§ PROMPT:
Transcribe each entry. Change nothing.

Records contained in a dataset
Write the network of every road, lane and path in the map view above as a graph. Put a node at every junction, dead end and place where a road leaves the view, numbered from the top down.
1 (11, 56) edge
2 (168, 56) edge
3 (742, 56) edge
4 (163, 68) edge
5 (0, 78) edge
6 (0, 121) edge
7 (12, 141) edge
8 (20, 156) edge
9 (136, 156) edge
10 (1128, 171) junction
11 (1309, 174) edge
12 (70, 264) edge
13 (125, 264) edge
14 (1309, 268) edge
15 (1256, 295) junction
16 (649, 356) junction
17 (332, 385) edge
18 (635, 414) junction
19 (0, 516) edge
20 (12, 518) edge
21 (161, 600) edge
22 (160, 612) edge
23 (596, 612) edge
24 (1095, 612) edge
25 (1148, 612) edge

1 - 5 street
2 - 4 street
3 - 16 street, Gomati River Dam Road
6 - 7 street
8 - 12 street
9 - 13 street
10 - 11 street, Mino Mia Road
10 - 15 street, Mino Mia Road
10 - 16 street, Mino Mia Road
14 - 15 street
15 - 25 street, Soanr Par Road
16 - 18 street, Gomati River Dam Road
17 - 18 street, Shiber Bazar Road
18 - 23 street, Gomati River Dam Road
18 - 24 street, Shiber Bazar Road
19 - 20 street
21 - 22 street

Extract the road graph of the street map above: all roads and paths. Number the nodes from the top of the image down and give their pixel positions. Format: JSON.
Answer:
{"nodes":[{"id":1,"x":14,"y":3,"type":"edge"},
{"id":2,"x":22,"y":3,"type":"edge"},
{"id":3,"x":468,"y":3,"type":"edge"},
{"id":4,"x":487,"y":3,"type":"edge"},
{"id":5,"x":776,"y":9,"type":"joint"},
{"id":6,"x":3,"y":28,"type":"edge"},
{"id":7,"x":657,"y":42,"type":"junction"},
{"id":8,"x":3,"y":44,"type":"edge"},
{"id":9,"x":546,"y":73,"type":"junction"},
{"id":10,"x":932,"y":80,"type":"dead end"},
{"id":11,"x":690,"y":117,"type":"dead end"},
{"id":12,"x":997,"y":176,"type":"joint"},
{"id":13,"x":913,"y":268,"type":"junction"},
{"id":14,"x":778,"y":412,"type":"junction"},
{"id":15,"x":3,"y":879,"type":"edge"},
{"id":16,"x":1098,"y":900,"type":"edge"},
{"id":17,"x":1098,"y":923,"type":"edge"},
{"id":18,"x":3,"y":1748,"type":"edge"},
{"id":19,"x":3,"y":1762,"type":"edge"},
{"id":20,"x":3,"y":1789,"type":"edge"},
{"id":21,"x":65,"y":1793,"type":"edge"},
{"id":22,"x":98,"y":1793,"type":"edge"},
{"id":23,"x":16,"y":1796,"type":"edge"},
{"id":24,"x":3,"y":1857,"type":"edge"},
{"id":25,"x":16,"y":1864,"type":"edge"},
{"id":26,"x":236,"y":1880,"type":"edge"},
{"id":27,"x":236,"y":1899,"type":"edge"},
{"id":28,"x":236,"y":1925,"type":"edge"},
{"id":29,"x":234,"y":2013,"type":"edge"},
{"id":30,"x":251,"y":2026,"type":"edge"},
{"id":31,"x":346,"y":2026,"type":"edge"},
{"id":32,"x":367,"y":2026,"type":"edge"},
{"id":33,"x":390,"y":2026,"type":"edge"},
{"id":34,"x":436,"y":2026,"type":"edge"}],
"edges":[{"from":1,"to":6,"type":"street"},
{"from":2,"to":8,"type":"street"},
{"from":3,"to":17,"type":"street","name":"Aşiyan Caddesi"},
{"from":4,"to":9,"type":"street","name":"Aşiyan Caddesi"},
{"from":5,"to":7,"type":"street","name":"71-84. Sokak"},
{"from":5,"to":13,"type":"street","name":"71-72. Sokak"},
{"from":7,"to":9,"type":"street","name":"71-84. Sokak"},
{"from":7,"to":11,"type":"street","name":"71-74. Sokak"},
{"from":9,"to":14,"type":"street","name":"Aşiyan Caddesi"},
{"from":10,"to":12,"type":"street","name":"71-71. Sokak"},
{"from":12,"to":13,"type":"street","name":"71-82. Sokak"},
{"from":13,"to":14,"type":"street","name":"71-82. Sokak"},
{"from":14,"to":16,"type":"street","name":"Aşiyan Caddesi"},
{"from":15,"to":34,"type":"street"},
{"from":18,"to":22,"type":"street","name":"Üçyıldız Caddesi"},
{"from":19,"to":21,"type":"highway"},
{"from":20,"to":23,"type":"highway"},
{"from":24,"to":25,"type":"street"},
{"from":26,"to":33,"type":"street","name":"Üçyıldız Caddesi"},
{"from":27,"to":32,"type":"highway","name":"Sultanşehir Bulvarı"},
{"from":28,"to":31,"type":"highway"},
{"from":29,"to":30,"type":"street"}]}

§ EXERCISE ANSWER:
Write the network of every road, lane and path in the map view above as a graph. Put a node at every junction, dead end and place where a road leaves the view, numbered from the top down.
1 (11, 56) edge
2 (168, 56) edge
3 (742, 56) edge
4 (163, 68) edge
5 (0, 78) edge
6 (0, 121) edge
7 (12, 141) edge
8 (20, 156) edge
9 (136, 156) edge
10 (1128, 171) junction
11 (1309, 174) edge
12 (70, 264) edge
13 (125, 264) edge
14 (1309, 268) edge
15 (1256, 295) junction
16 (649, 356) junction
17 (332, 385) edge
18 (635, 414) junction
19 (0, 516) edge
20 (12, 518) edge
21 (161, 600) edge
22 (160, 612) edge
23 (596, 612) edge
24 (1095, 612) edge
25 (1148, 612) edge

1 - 5 street
2 - 4 street
3 - 16 street, Gomati River Dam Road
6 - 7 street
8 - 12 street
9 - 13 street
10 - 11 street, Mino Mia Road
10 - 15 street, Mino Mia Road
10 - 16 street, Mino Mia Road
14 - 15 street
15 - 25 street, Soanr Par Road
16 - 18 street, Gomati River Dam Road
17 - 18 street, Shiber Bazar Road
18 - 23 street, Gomati River Dam Road
18 - 24 street, Shiber Bazar Road
19 - 20 street
21 - 22 street

Extract the road graph of the street map above: all roads and paths. Number the nodes from the top of the image down and give their pixel positions. Format: JSON.
Answer:
{"nodes":[{"id":1,"x":14,"y":3,"type":"edge"},
{"id":2,"x":22,"y":3,"type":"edge"},
{"id":3,"x":468,"y":3,"type":"edge"},
{"id":4,"x":487,"y":3,"type":"edge"},
{"id":5,"x":776,"y":9,"type":"joint"},
{"id":6,"x":3,"y":28,"type":"edge"},
{"id":7,"x":657,"y":42,"type":"junction"},
{"id":8,"x":3,"y":44,"type":"edge"},
{"id":9,"x":546,"y":73,"type":"junction"},
{"id":10,"x":932,"y":80,"type":"dead end"},
{"id":11,"x":690,"y":117,"type":"dead end"},
{"id":12,"x":997,"y":176,"type":"joint"},
{"id":13,"x":913,"y":268,"type":"junction"},
{"id":14,"x":778,"y":412,"type":"junction"},
{"id":15,"x":3,"y":879,"type":"edge"},
{"id":16,"x":1098,"y":900,"type":"edge"},
{"id":17,"x":1098,"y":923,"type":"edge"},
{"id":18,"x":3,"y":1748,"type":"edge"},
{"id":19,"x":3,"y":1762,"type":"edge"},
{"id":20,"x":3,"y":1789,"type":"edge"},
{"id":21,"x":65,"y":1793,"type":"edge"},
{"id":22,"x":98,"y":1793,"type":"edge"},
{"id":23,"x":16,"y":1796,"type":"edge"},
{"id":24,"x":3,"y":1857,"type":"edge"},
{"id":25,"x":16,"y":1864,"type":"edge"},
{"id":26,"x":236,"y":1880,"type":"edge"},
{"id":27,"x":236,"y":1899,"type":"edge"},
{"id":28,"x":236,"y":1925,"type":"edge"},
{"id":29,"x":234,"y":2013,"type":"edge"},
{"id":30,"x":251,"y":2026,"type":"edge"},
{"id":31,"x":346,"y":2026,"type":"edge"},
{"id":32,"x":367,"y":2026,"type":"edge"},
{"id":33,"x":390,"y":2026,"type":"edge"},
{"id":34,"x":436,"y":2026,"type":"edge"}],
"edges":[{"from":1,"to":6,"type":"street"},
{"from":2,"to":8,"type":"street"},
{"from":3,"to":17,"type":"street","name":"Aşiyan Caddesi"},
{"from":4,"to":9,"type":"street","name":"Aşiyan Caddesi"},
{"from":5,"to":7,"type":"street","name":"71-84. Sokak"},
{"from":5,"to":13,"type":"street","name":"71-72. Sokak"},
{"from":7,"to":9,"type":"street","name":"71-84. Sokak"},
{"from":7,"to":11,"type":"street","name":"71-74. Sokak"},
{"from":9,"to":14,"type":"street","name":"Aşiyan Caddesi"},
{"from":10,"to":12,"type":"street","name":"71-71. Sokak"},
{"from":12,"to":13,"type":"street","name":"71-82. Sokak"},
{"from":13,"to":14,"type":"street","name":"71-82. Sokak"},
{"from":14,"to":16,"type":"street","name":"Aşiyan Caddesi"},
{"from":15,"to":34,"type":"street"},
{"from":18,"to":22,"type":"street","name":"Üçyıldız Caddesi"},
{"from":19,"to":21,"type":"highway"},
{"from":20,"to":23,"type":"highway"},
{"from":24,"to":25,"type":"street"},
{"from":26,"to":33,"type":"street","name":"Üçyıldız Caddesi"},
{"from":27,"to":32,"type":"highway","name":"Sultanşehir Bulvarı"},
{"from":28,"to":31,"type":"highway"},
{"from":29,"to":30,"type":"street"}]}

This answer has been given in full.